E3泛素連接酶與NSF蛋白對第二型氯離子通道的調節機制

Abstract

CLC-2為一種廣泛存在於各種組織的氯離子通道，主要受到膜電位過極化、細胞體積增加、胞內氯離子濃度增加與胞外酸性微量增加等因素調控而活化；但是，CLC-2在細胞中確切的分子調控機轉則仍有待釐清。先前研究指出，cereblon (CRBN)是CLC-2的結合蛋白。近來的研究亦發現CRBN可能是cullin RING E3泛素連接酶複合體 (E3 ubiquitin ligase complex) (CRL)中的受體蛋白受器 (substrate receptor)。然而CRBN是否的確參與CLC-2的蛋白質降解作用，則尚不清楚。另一方面，本實驗室過去利用酵母菌雙雜交技術 (yeast-two hybrid screening)發現NSF是能與CLC-2交互作用的蛋白。本論文的研究方向分為二個主軸，其一是針對CLC-2的降解途徑進行探討，其二則是觀察抑制NSF對於CLC-2蛋白表現量的影響。 我們先以MG132和MLN4924這二種藥物作用的結果推論CLC-2可能是經由CRL進行蛋白酶體降解，我們接著以生化實驗發現CLC-2會與Cullin 4 (CUL4)、DDB1和CRBN存在於同一蛋白質複合體 (protein complex)。我們也證明CUL4和CRBN都會參與CLC-2的降解作用。此外，我們還以只能進行單一泛素 (monoubiquitination)作用的突變種泛素Ub-K0證明CLC-2的降解機制應該是以聚泛素鏈的形式進行泛素標定。另一方面，我們發現若對NSF進行shRNA抑制，雖然不會影響CLC-2的mRNA表現量，但卻造成CLC-2蛋白總量的增加。

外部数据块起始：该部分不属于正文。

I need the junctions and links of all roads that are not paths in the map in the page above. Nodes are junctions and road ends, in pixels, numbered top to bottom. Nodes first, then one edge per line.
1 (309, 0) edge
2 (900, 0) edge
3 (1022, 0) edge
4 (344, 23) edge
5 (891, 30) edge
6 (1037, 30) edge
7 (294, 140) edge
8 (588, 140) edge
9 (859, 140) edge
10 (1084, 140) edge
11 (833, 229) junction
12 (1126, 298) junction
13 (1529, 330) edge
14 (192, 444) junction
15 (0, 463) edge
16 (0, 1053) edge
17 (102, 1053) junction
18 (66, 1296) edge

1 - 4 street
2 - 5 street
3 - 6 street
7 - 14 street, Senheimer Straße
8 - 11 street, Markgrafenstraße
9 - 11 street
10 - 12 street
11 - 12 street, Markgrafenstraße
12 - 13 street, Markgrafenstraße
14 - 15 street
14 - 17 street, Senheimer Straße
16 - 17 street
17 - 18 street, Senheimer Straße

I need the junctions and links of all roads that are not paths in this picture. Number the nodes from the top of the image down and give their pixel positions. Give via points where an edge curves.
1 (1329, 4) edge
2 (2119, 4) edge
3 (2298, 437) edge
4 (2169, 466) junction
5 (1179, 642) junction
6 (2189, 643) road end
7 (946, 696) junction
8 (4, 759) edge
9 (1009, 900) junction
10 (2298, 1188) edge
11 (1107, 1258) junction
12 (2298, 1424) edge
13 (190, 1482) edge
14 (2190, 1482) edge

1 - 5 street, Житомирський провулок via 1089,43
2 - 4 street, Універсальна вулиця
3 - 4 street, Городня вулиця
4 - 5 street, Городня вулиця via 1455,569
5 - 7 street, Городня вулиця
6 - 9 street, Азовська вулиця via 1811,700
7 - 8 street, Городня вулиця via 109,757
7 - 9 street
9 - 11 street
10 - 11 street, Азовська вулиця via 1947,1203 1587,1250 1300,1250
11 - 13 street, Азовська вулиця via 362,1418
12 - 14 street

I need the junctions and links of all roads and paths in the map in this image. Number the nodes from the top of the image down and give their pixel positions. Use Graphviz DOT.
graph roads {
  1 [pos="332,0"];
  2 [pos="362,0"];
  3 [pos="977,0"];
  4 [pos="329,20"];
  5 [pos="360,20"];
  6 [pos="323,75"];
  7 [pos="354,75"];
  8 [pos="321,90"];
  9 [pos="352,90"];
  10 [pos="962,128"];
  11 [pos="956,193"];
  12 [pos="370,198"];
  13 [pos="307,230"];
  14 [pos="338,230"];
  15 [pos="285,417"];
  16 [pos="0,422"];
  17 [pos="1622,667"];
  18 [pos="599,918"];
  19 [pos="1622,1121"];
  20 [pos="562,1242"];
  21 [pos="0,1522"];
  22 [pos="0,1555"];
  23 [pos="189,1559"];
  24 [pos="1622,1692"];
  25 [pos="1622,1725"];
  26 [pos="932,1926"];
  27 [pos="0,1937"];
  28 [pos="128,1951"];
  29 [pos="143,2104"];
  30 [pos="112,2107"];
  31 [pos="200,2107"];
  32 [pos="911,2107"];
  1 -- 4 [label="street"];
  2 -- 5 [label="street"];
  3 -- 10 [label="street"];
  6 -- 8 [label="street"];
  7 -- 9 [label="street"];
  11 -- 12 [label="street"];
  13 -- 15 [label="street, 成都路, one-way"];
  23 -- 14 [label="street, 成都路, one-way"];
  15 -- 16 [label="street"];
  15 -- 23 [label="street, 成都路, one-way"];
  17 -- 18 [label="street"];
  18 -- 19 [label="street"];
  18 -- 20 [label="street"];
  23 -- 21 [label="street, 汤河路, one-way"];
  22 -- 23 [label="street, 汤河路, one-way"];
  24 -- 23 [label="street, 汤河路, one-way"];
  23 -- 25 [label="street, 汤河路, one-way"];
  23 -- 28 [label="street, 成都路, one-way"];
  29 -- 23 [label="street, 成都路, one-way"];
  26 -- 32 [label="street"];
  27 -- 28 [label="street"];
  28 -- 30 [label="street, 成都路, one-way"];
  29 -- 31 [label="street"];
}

CLC-2 is a ubiquitously expressed chloride channel, which is mainly activated by membrane potential hyperpolarization, increased cell volume, elevated intracellular chloride concentration and mild extracellular acidification; however, the precise cellular regulatory properties of CLC-2 channel still remain elusive. In recent studies, Cereblon (CRBN) has been considered to be a binding partner of CLC-2. CRBN has also been suggested to play a role as a substrate receptor of the cullin RING E3 ubiquitin ligase complex (CRL). Nevertheless, it is unclear whether CRBN is involved in the protein degradation of CLC-2. In addition, previous studies in our lab utilizing yeast-two hybrid screening of rat brain cDNA library has identified NSF as a CLC-2 interacting protein. Therefore, there are two aims in this study. One aim is to understand the degradation pathway of CLC-2, and the other aim is to observe the effect on CLC-2 protein expression level caused by NSF shRNA knockdown. Firstly, we reason that the proteasomal degradation of CLC-2 can be mediated by CRL according to effects caused by MG132 and MLN4924 treatments. We then find out the fact that CLC-2 can coexist in the same protein complex with Cullin 4 (CUL4), DDB1 and CRBN based on our biochemical experimental results; moreover, we also prove that both CUL4 and CRBN do play a role in the degradation of CLC-2. By utilizing an ubiquitin mutant, Ub-K0, which can only undergo monoubiquitination, we further prove that CLC-2 shall be ubiquitinated through polyubiquitin chains in its degradation mechanism. Besides, we have also noted that NSF shRNA knockdown results in an increased CLC-2 total protein level. In contrast, the mRNA level of CLC-2 does not be affected by NSF shRNA knockdown.